Friday, 30 December 2016

Out in Oxford: Where did it all begin?

Hello, I’m Beth, Assistant to the Director and Administration. I also have a background in Egyptology. In February this year I attended a lecture given by Professor Richard Parkinson (Queen’s College, Oriental Institute, Oxford, and the British Museum) for LGBT History Month. The talk was entitled, ‘A Great Unrecorded History’: LGBT Heritage and World Cultures and I found it incredibly inspiring. You can watch the podcast here and see if you find it as powerful as I did! What struck a particular chord with me were Richard’s words that:

“One day, hopefully, every museum will have at least one LGBT item openly identified as such on permanent display, so that visitors of any sexuality can feel empowered by their human heritage…Silent and implicit support is not enough...Public gestures by institutions are crucial in embodying, consolidating and legitimising our history. Prominent institutions have a responsibility to stand up for inclusive human rights – prominently.”

I simply thought, why not? Why don’t we do that? The Pitt Rivers Museum is a celebration of human experience and creativity, so surely we have relevant objects? With the help and encouragement of my colleague, Helen Adams, VERVE Project Curator, and Lucy Shaw of the Oxford University Museums Partnership (OUMP), I applied to the OUMP Innovation Fund to develop a trail similar to Richard’s in the British Museum and his book, A Little Gay History. One of the criteria was that the project had to involve other museums and, so, the University’s first cross-collections trail was born!

The specially commissioned trail highlights LGBTQ+ experiences across Oxfordshire and beyond. LGBTQ+ community members and allies volunteered to write about objects in the University Gardens, Libraries and Museums (GLAM) to queer the collections and offer alternative insights into the fascinating items looked after by the University. Many different objects have been considered for inclusion in the trail, here are just a few of them:

Noh mask 1884.114.56 © Pitt Rivers Museum, University of Oxford
A Noh theatre mask from Japan showing Hannya, and angry female spirit (1884.114.56). During the Edo Period, women were banned from performing in Noh and Kabuki theatre, meaning that female roles were performed exclusively by men, but this is starting to change.

Bone pendants 1932.65.203-209 © Pitt Rivers Museum, University of Oxford

Natufian bone pendants from Mount Carmel in Palestine (1932.65.206-209). These were excavated by Francis Turville-Petre (1901-41), who was openly gay, in 1931.

In the words of Matt Smith, the artist and curator behind the Queering the Museum project at Birmingham Museum and Art Gallery in 2010-11,

“Unlike many groups whose culture is passed down from parents to children, there are few objects which can stand in for LGBT lives. Rather than universalising the group using totemic objects, museums need to work differently with interpretation about LGBT lives. It has been likened to detective work, looking into the cracks and fissures of collections since historically, the LGBT links with objects would often have been undocumented.”

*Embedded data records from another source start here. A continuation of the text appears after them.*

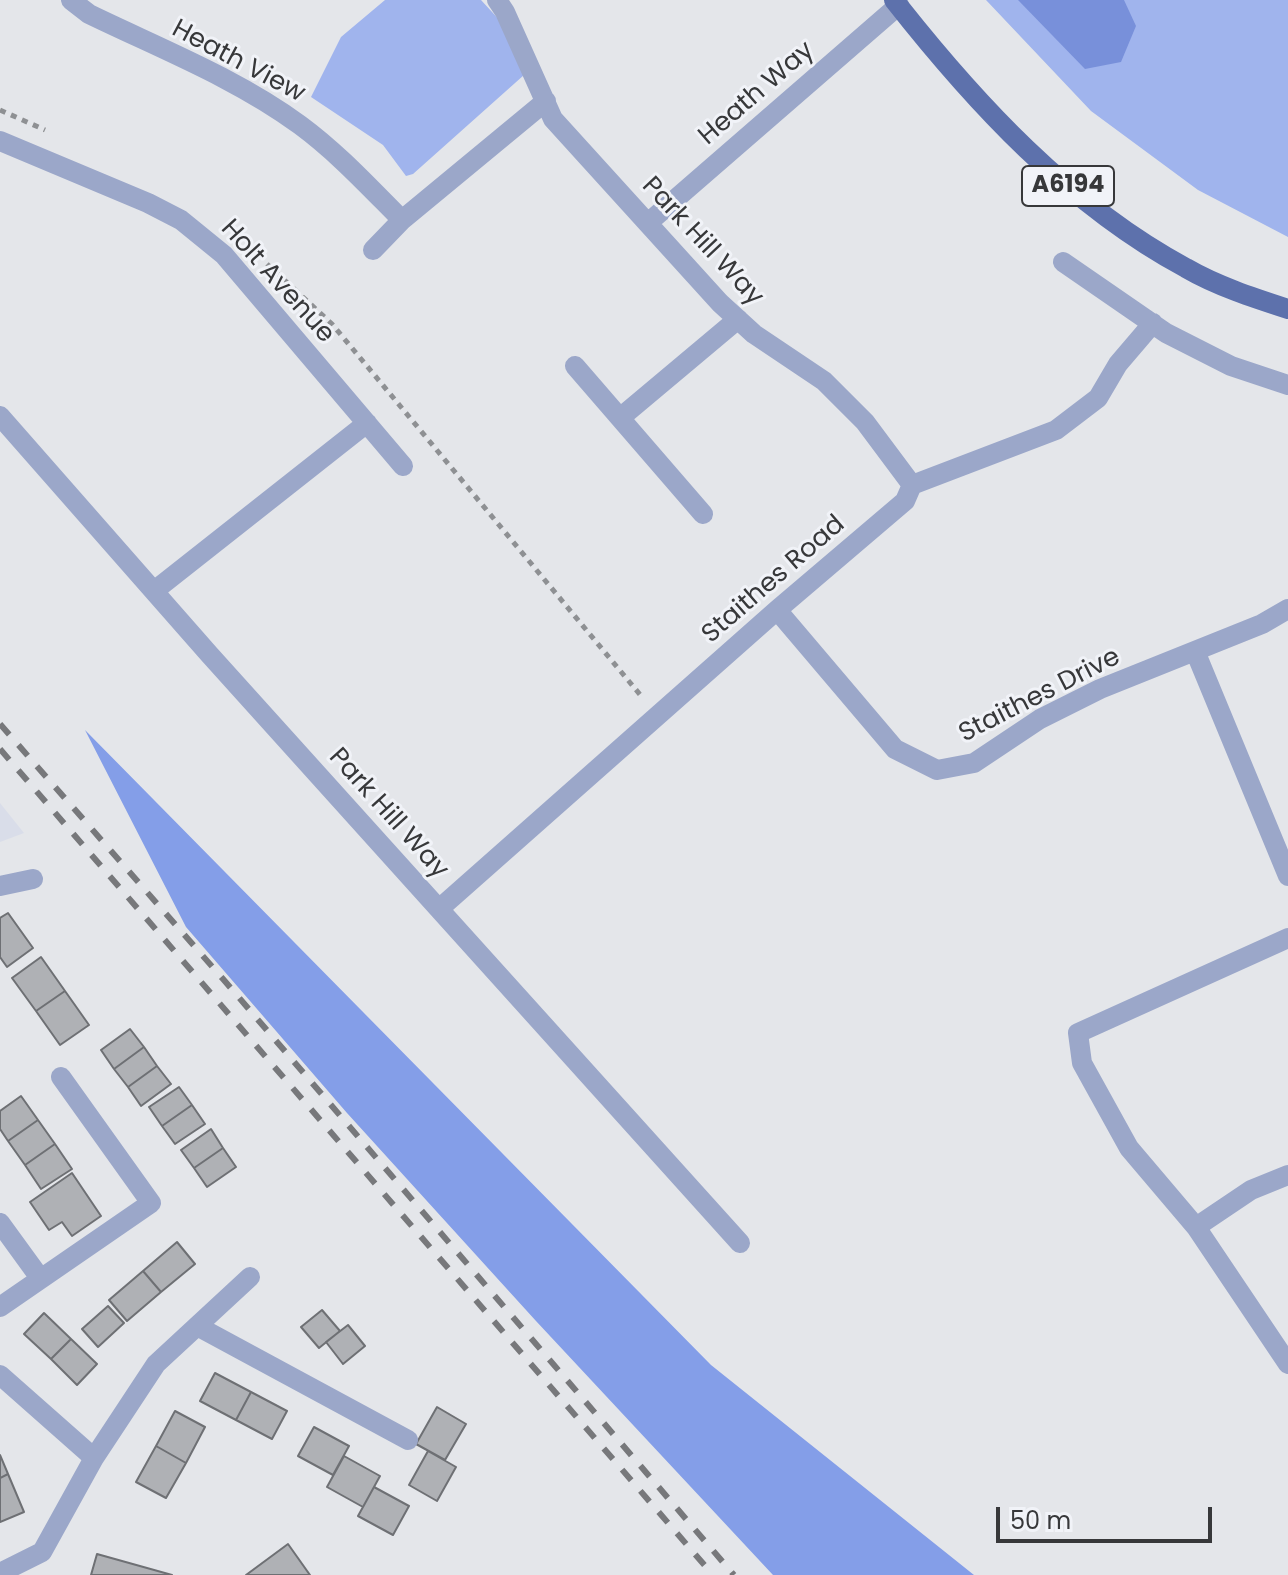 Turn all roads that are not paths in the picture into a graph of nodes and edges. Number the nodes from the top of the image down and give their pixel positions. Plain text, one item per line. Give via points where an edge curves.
1 (71, 0) edge
2 (497, 0) edge
3 (896, 3) edge
4 (546, 101) junction
5 (0, 141) edge
6 (402, 220) junction
7 (649, 222) junction
8 (373, 250) dead end
9 (1063, 262) dead end
10 (1288, 309) edge
11 (738, 319) junction
12 (1153, 323) junction
13 (575, 366) dead end
14 (1288, 385) edge
15 (0, 416) edge
16 (620, 418) junction
17 (367, 423) junction
18 (403, 466) dead end
19 (912, 485) junction
20 (703, 514) dead end
21 (154, 591) junction
22 (1288, 609) edge
23 (777, 610) junction
24 (1195, 651) junction
25 (1288, 876) edge
26 (33, 879) dead end
27 (0, 886) edge
28 (439, 909) junction
29 (1288, 938) edge
30 (61, 1077) dead end
31 (1288, 1175) edge
32 (0, 1223) edge
33 (1196, 1227) junction
34 (740, 1243) dead end
35 (250, 1277) dead end
36 (40, 1278) junction
37 (0, 1307) edge
38 (197, 1326) junction
39 (1288, 1364) edge
40 (0, 1375) edge
41 (408, 1440) dead end
42 (94, 1458) junction
43 (0, 1573) edge

1 - 6 street, Heath View via 89,14 251,93 299,124 347,163
2 - 4 street, Park Hill Way
3 - 7 street, Heath Way
3 - 10 main road, A6194 via 977,97 1100,214 1186,269
4 - 6 street
4 - 7 street, Park Hill Way via 553,119
5 - 17 street, Holt Avenue via 181,220 224,255
6 - 8 street
7 - 11 street, Park Hill Way
9 - 12 street
11 - 16 street
11 - 19 street, Park Hill Way via 824,381 865,422
12 - 14 street via 1231,366
12 - 19 street via 1098,398 1056,430
13 - 16 street
15 - 21 street, Park Hill Way
16 - 20 street
17 - 18 street, Holt Avenue
17 - 21 street
19 - 23 street, Staithes Road via 905,501
21 - 28 street, Park Hill Way
22 - 24 street, Staithes Drive
23 - 24 street, Staithes Drive via 895,749 937,770 974,763 1052,713
23 - 28 street, Staithes Road
24 - 25 street
26 - 27 street
28 - 34 street, Park Hill Way
29 - 33 street via 1078,1033 1082,1063 1129,1148
30 - 36 street via 151,1203
31 - 33 street via 1251,1190
32 - 36 street
33 - 39 street
35 - 38 street
36 - 37 street
38 - 41 street
38 - 42 street via 156,1364
40 - 42 street
42 - 43 street via 42,1552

If the University of Oxford’s museums and collections are to truly reflect human experience and achievement in all its forms, then the LGBTQ+ experience should be explicitly represented. I sincerely hope this pilot project will help address that!

Beth Asbury
Assistant to the Director and Administration Team

I am indebted to my friends and colleagues who are helping me to run the project and design the trail booklet: Katherine Clough, Nicholas Crowe, Madeleine Ding and Jozie Kettle. With the help of the project’s volunteers, Jozie, Maddie and Nico are organising launch events for the trail, which are going to be amazing! I am also indebted to Richard, who is advising on the project, and the curators who have identified items in their collections for inclusion in the trail: Stuart Ackland (Bodleian Library), Mark Carnall (Museum of Natural History), who also co-ran the workshop, Jeremy Coote (Pitt Rivers Museum), Simon Glenn (Ashmolean Museum), Clare Harris (Pitt Rivers Museum), Dan Hicks (Pitt Rivers Museum), Stephen Johnston (Museum of the History of Science), Andy Lamb (Bate Collection), Julia Lenaghan (Ashmolean Museum), Charlotte McKillop-Mash (Bodleian Library), Liam McNamara (Ashmolean Museum), Laura Peers (Pitt Rivers Museum) and Matthew Winterbottom (Ashmolean Museum). Caroline Kennedy of the Equality and Diversity Unit has been incredibly helpful and supportive, and without her brilliant network of contacts we would not have had the wonderful group of volunteers who have given up their time, including weekends, to make this project work!